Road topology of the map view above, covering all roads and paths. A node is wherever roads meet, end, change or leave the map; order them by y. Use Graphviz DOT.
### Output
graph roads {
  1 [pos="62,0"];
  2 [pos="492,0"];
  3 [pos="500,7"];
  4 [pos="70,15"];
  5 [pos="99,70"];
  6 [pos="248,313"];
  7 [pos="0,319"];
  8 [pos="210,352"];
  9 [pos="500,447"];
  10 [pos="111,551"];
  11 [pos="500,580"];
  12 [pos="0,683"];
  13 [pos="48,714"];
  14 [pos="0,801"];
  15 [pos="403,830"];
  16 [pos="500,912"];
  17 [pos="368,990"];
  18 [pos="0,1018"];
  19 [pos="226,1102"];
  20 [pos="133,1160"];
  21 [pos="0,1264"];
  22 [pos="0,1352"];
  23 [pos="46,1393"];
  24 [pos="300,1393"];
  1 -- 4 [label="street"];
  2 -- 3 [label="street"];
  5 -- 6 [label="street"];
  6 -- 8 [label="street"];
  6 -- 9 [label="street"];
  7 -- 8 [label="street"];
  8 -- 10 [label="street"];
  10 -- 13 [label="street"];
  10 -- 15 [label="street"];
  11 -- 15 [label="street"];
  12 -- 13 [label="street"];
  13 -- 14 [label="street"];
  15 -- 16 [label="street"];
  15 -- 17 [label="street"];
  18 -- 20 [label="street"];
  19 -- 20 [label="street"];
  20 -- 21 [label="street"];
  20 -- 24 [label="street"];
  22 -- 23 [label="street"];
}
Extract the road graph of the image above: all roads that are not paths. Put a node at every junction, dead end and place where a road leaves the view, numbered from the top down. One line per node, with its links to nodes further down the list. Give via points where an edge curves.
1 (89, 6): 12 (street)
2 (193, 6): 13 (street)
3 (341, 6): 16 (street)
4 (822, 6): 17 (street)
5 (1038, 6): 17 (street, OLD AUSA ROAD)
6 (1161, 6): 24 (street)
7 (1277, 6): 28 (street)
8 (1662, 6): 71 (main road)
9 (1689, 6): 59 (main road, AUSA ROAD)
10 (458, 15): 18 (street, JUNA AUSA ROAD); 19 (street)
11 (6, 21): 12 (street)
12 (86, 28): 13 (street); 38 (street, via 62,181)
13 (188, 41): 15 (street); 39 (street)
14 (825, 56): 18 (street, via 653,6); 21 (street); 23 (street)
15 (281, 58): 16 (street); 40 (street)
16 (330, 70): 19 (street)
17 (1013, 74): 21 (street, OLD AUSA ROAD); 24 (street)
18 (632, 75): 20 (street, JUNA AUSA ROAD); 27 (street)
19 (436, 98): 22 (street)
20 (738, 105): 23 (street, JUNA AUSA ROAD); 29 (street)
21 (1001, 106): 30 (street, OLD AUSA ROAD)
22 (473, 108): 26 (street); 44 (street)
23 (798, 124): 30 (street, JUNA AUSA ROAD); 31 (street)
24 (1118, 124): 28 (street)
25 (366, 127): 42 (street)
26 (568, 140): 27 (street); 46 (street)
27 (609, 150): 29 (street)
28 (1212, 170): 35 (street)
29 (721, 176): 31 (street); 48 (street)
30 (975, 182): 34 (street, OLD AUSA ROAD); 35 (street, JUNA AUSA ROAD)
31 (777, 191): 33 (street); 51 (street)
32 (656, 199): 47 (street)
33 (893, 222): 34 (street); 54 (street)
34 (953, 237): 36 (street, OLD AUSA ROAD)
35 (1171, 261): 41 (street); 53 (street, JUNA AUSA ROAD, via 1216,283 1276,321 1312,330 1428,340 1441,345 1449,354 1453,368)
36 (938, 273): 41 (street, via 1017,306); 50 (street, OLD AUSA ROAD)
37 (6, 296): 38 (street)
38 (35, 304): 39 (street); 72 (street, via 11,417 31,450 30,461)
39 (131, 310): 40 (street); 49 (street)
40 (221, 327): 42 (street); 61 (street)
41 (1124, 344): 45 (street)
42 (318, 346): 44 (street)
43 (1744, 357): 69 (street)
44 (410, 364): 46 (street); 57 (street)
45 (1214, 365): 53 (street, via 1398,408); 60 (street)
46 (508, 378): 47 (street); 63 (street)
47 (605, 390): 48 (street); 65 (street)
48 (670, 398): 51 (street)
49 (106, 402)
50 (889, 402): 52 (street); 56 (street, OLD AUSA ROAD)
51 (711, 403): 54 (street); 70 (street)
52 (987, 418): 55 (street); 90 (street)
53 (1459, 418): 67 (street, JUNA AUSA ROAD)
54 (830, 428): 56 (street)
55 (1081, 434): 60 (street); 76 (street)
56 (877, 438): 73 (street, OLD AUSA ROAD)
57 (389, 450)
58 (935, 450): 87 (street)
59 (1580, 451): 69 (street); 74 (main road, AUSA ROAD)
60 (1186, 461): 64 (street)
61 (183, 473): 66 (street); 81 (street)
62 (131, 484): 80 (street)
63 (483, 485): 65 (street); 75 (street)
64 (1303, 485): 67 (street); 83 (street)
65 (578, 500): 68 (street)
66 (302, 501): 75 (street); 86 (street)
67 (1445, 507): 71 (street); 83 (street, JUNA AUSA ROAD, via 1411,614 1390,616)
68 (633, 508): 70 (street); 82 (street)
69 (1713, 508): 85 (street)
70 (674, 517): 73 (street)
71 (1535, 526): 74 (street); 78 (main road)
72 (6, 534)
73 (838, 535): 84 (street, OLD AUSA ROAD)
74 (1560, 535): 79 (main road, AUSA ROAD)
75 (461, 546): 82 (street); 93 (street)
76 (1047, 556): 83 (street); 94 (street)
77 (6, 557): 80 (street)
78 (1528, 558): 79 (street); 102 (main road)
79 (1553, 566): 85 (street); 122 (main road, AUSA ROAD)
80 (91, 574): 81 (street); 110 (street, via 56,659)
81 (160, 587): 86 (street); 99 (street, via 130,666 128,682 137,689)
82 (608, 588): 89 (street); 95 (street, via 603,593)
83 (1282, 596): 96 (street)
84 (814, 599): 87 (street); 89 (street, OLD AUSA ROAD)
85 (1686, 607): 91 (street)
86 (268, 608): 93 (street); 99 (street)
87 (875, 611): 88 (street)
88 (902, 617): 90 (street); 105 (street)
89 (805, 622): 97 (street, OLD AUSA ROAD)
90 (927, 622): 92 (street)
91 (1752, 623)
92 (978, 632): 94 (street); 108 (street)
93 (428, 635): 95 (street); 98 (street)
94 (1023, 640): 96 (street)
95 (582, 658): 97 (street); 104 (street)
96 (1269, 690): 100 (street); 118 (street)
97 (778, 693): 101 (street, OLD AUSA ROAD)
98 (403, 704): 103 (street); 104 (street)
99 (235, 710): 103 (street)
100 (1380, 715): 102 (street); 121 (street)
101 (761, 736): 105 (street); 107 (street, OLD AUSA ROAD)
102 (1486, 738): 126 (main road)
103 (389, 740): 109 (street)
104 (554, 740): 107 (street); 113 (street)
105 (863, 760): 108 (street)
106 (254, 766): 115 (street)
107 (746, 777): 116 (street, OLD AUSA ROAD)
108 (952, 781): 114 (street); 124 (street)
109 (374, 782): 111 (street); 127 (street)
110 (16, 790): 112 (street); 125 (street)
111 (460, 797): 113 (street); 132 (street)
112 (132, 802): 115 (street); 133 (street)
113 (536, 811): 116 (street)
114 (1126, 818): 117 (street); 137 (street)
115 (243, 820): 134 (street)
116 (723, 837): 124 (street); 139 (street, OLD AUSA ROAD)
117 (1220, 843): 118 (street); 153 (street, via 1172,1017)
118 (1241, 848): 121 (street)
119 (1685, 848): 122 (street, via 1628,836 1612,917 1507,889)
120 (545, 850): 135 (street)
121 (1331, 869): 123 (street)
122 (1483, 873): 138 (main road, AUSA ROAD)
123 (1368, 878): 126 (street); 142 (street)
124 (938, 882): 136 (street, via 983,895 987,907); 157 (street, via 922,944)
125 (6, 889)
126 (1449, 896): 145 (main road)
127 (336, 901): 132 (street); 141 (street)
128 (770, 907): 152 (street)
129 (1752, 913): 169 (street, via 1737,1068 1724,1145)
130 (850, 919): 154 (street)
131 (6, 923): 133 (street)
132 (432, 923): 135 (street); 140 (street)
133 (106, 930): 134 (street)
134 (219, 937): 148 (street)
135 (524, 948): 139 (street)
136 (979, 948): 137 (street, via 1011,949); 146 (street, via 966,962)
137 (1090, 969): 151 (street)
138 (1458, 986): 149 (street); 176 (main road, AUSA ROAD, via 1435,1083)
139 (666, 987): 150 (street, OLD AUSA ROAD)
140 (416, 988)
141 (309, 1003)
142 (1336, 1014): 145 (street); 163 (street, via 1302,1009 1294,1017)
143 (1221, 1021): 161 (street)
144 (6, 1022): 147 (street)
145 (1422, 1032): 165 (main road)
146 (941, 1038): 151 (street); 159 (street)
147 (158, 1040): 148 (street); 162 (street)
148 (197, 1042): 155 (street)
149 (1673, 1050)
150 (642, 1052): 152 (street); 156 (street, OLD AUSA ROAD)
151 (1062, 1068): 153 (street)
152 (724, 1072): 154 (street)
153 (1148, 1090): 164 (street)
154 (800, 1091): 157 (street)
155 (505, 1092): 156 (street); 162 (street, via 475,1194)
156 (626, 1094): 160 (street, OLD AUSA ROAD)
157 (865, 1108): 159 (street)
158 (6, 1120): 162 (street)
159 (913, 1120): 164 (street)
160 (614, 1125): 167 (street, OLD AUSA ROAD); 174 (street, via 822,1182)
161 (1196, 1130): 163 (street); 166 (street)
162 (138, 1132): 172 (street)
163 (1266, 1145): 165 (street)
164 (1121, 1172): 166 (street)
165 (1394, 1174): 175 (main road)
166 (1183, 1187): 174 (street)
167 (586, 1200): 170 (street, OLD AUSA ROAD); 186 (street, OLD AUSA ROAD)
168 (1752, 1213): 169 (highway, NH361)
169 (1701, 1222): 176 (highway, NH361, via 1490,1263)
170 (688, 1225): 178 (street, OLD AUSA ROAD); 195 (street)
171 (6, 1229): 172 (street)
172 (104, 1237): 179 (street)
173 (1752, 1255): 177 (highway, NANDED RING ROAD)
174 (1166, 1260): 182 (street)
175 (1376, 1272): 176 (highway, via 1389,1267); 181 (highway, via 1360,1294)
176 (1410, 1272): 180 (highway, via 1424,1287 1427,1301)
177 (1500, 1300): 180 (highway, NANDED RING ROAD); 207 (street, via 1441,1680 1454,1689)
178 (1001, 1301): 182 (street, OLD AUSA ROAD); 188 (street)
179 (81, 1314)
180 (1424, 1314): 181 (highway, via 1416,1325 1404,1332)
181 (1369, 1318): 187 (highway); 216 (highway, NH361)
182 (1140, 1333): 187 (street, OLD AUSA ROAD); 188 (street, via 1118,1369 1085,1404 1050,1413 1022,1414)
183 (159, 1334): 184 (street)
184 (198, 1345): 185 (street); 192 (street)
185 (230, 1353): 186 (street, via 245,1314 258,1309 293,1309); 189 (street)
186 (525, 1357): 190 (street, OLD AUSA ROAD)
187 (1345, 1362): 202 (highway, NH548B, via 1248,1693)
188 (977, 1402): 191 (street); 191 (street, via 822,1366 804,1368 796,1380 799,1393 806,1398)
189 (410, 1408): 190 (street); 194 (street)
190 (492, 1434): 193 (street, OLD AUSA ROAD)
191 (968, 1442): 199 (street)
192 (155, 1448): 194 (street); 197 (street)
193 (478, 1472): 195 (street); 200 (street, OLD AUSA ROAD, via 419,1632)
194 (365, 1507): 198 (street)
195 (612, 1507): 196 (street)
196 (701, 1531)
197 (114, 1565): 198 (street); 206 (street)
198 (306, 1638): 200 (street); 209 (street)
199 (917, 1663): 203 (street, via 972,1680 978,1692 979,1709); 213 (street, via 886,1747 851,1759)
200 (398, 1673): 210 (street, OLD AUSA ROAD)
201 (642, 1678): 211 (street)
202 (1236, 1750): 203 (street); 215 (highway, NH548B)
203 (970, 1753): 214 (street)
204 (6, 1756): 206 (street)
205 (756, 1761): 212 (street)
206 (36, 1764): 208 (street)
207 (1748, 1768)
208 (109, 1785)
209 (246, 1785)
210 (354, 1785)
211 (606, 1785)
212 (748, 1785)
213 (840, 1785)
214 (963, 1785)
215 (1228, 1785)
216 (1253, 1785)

# # #

■ AIM OF THE EXERCISE: Your answer should be one number, the count of lines in the records that contain the string "JUNA".

■ SOLUTION TO THIS TASK: 8